### [Task]
Lines with the string "Weiherweg" in the data below: report how many there are, and write nothing but the number.

Source records:

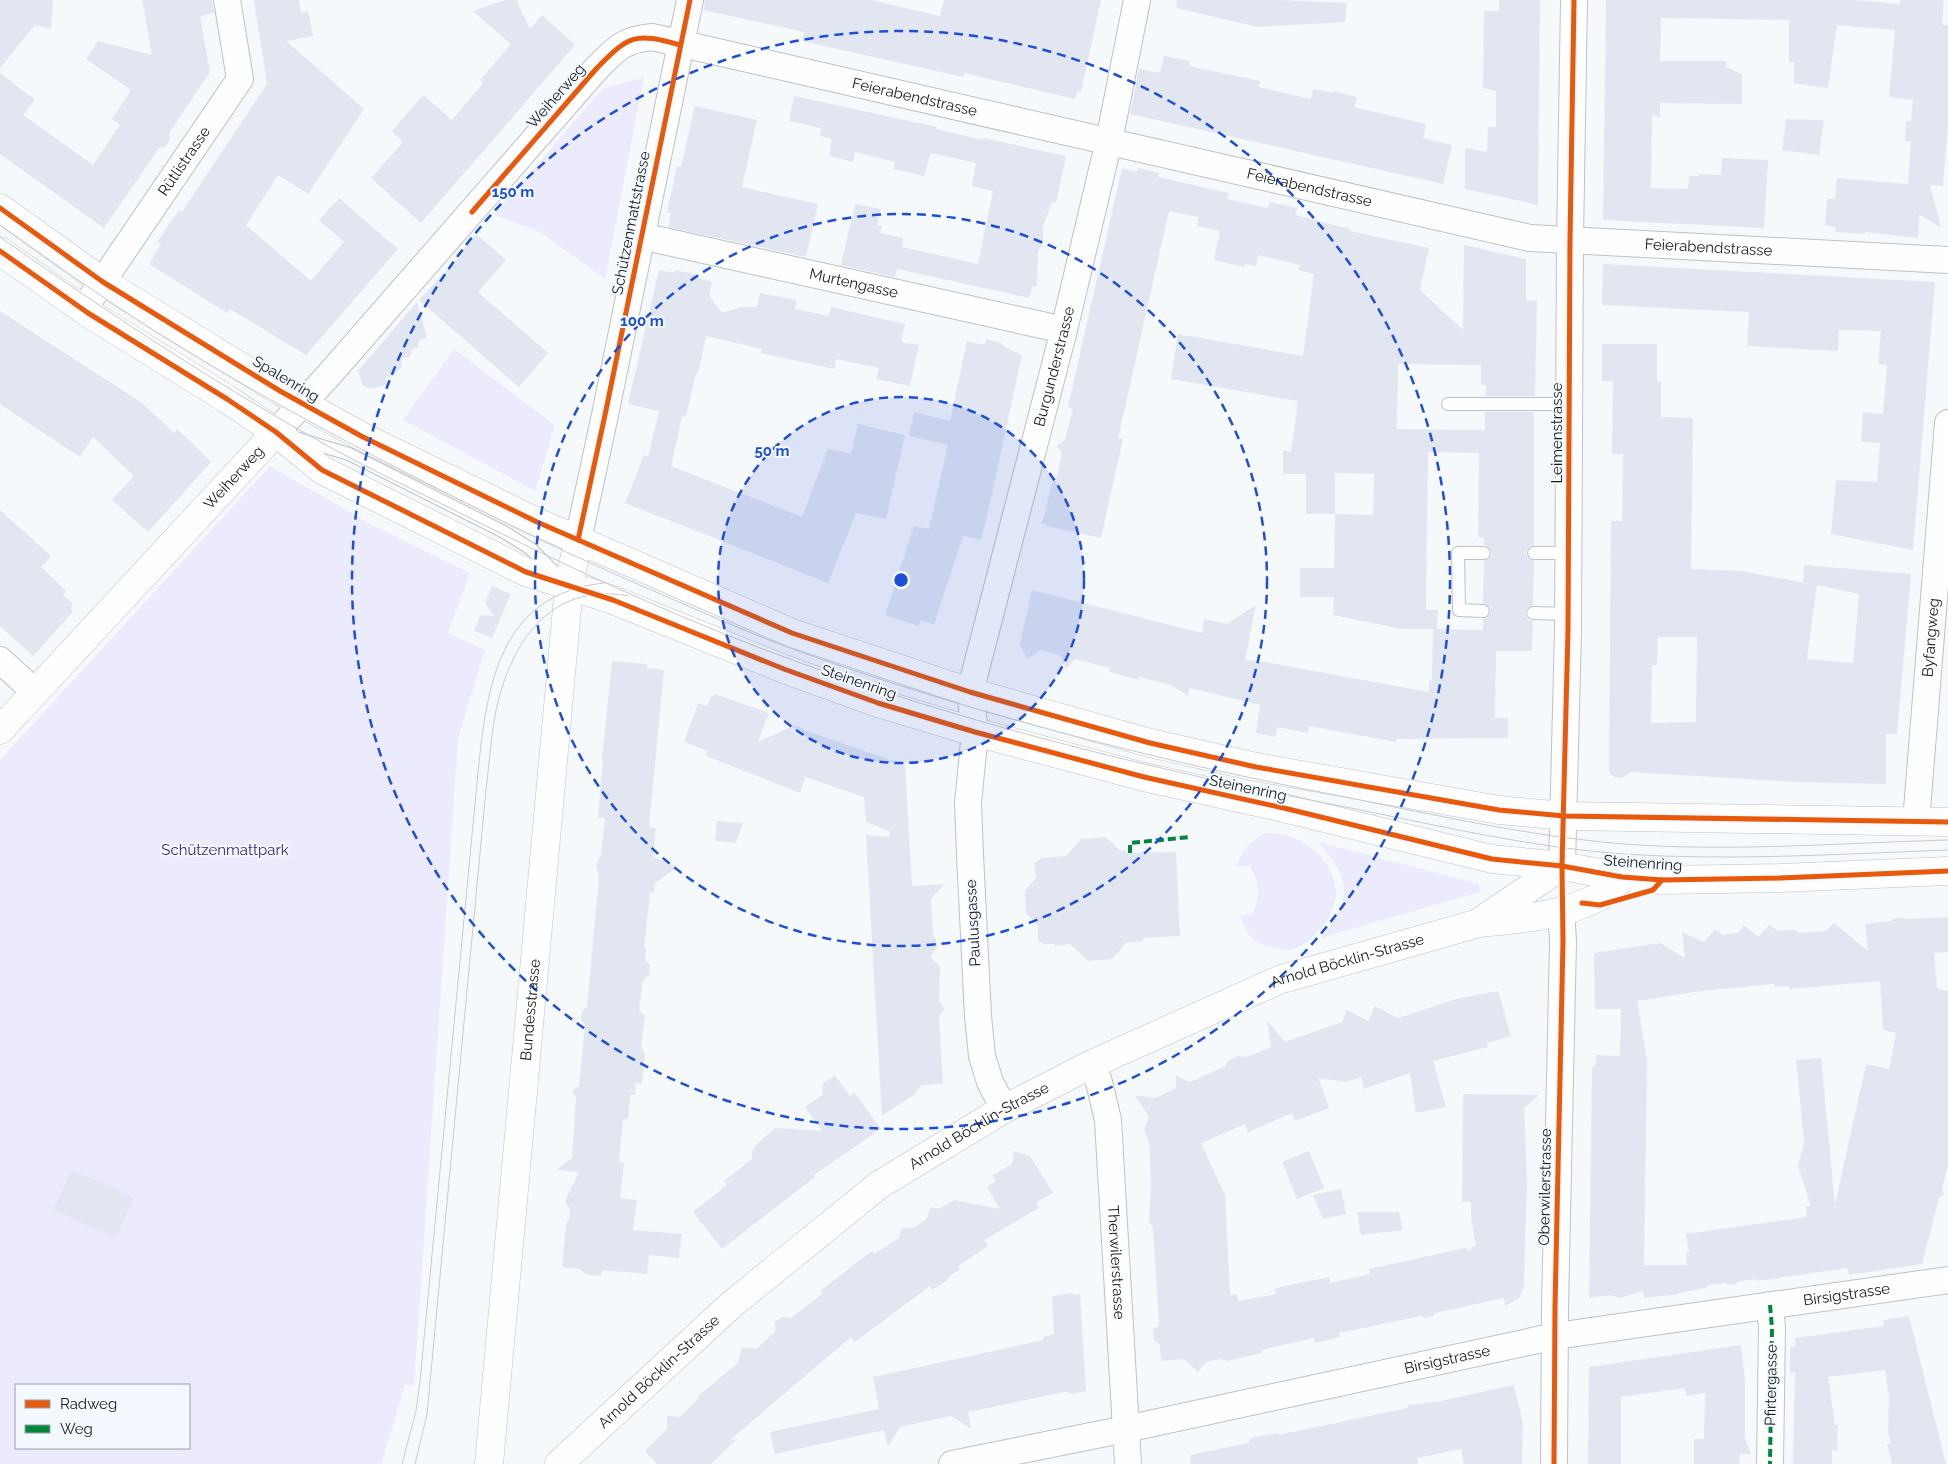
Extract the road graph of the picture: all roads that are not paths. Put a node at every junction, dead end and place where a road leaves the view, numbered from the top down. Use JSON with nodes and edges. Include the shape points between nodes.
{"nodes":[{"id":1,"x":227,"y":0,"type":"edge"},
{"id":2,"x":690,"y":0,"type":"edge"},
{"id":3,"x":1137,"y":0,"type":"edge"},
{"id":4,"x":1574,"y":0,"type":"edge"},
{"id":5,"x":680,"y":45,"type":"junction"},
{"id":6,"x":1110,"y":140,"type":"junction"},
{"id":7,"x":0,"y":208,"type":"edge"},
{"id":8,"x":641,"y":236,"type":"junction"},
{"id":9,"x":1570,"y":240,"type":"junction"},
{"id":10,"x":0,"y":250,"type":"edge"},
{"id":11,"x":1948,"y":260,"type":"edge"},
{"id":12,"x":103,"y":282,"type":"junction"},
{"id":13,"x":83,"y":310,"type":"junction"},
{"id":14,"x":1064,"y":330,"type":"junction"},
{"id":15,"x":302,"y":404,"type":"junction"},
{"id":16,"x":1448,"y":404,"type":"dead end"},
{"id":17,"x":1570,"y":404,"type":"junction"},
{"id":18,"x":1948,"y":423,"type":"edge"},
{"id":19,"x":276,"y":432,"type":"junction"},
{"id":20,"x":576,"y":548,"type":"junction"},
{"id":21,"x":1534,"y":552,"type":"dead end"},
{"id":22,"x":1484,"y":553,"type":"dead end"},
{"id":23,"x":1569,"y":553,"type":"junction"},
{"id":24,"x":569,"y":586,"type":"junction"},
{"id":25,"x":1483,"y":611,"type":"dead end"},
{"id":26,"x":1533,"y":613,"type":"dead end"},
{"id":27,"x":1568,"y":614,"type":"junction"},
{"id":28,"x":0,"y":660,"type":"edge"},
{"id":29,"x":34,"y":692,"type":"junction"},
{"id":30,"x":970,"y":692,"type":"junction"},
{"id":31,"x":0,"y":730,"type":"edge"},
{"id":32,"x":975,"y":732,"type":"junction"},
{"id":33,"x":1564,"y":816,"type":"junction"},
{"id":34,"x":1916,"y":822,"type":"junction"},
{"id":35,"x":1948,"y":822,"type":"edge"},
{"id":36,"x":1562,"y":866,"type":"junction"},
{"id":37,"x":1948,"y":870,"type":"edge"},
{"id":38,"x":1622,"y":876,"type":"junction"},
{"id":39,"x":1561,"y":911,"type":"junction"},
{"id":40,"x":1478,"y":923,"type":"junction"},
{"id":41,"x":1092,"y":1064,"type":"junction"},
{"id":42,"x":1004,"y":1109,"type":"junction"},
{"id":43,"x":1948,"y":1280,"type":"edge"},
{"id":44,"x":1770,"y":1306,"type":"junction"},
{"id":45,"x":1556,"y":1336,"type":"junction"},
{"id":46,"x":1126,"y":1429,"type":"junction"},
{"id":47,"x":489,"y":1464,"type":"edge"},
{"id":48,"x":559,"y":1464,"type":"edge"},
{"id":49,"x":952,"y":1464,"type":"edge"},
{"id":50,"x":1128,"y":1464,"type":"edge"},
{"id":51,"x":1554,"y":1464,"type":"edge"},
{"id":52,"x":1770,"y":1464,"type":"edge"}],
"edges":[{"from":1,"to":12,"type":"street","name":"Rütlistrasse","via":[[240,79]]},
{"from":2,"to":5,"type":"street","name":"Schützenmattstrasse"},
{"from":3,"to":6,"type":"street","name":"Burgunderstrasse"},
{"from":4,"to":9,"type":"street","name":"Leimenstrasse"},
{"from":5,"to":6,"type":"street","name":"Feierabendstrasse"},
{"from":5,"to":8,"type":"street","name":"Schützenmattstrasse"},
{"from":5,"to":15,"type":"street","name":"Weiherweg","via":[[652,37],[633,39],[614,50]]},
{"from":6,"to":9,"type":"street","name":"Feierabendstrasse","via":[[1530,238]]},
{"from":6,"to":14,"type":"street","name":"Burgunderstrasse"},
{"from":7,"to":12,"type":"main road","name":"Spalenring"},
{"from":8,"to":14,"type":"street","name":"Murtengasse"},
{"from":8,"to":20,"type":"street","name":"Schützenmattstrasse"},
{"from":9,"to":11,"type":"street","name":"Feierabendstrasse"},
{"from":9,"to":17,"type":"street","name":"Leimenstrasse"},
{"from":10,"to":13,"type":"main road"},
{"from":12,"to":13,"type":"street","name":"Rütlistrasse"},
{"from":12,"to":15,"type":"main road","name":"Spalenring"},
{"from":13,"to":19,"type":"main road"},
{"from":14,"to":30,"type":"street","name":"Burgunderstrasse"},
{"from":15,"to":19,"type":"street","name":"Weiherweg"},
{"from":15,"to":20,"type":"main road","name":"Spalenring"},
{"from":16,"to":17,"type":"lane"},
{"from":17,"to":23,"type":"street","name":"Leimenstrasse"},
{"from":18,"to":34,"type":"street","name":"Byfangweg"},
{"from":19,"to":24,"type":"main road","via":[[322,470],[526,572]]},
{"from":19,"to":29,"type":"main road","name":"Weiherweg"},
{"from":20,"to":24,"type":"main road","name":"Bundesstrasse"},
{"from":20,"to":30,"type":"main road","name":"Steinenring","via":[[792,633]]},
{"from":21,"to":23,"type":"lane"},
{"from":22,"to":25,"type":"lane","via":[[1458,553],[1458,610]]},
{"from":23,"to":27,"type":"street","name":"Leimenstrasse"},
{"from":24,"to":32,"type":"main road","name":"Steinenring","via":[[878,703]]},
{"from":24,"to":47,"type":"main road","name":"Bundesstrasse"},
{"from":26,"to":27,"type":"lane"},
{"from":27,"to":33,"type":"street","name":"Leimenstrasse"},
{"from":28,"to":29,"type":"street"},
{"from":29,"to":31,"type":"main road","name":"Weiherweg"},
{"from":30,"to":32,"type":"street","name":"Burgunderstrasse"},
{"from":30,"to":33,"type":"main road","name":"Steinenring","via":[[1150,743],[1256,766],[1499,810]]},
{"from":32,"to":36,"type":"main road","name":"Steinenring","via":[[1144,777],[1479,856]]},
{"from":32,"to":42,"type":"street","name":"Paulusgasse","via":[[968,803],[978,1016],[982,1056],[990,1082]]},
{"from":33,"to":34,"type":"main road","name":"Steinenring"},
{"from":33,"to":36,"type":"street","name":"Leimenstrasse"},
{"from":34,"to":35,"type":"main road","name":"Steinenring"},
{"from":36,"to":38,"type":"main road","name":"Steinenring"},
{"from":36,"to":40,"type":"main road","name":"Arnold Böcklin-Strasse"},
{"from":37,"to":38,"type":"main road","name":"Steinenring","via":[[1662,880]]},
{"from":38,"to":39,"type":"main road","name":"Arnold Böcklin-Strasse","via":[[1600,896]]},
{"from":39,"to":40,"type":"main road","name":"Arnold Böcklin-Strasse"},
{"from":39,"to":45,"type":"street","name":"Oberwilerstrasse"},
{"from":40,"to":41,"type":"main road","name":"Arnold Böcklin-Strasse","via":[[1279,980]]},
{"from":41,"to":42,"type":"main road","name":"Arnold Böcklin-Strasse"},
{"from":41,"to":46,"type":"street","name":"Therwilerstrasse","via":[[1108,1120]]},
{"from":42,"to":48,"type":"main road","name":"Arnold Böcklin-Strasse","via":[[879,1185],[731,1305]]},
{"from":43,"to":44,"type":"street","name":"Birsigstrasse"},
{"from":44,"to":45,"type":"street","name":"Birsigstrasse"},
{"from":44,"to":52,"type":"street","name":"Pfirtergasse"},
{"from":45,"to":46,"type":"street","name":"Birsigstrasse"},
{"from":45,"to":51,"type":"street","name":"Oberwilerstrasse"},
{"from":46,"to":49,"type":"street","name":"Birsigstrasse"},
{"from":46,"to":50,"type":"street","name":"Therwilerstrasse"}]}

### [Solution to this task]
4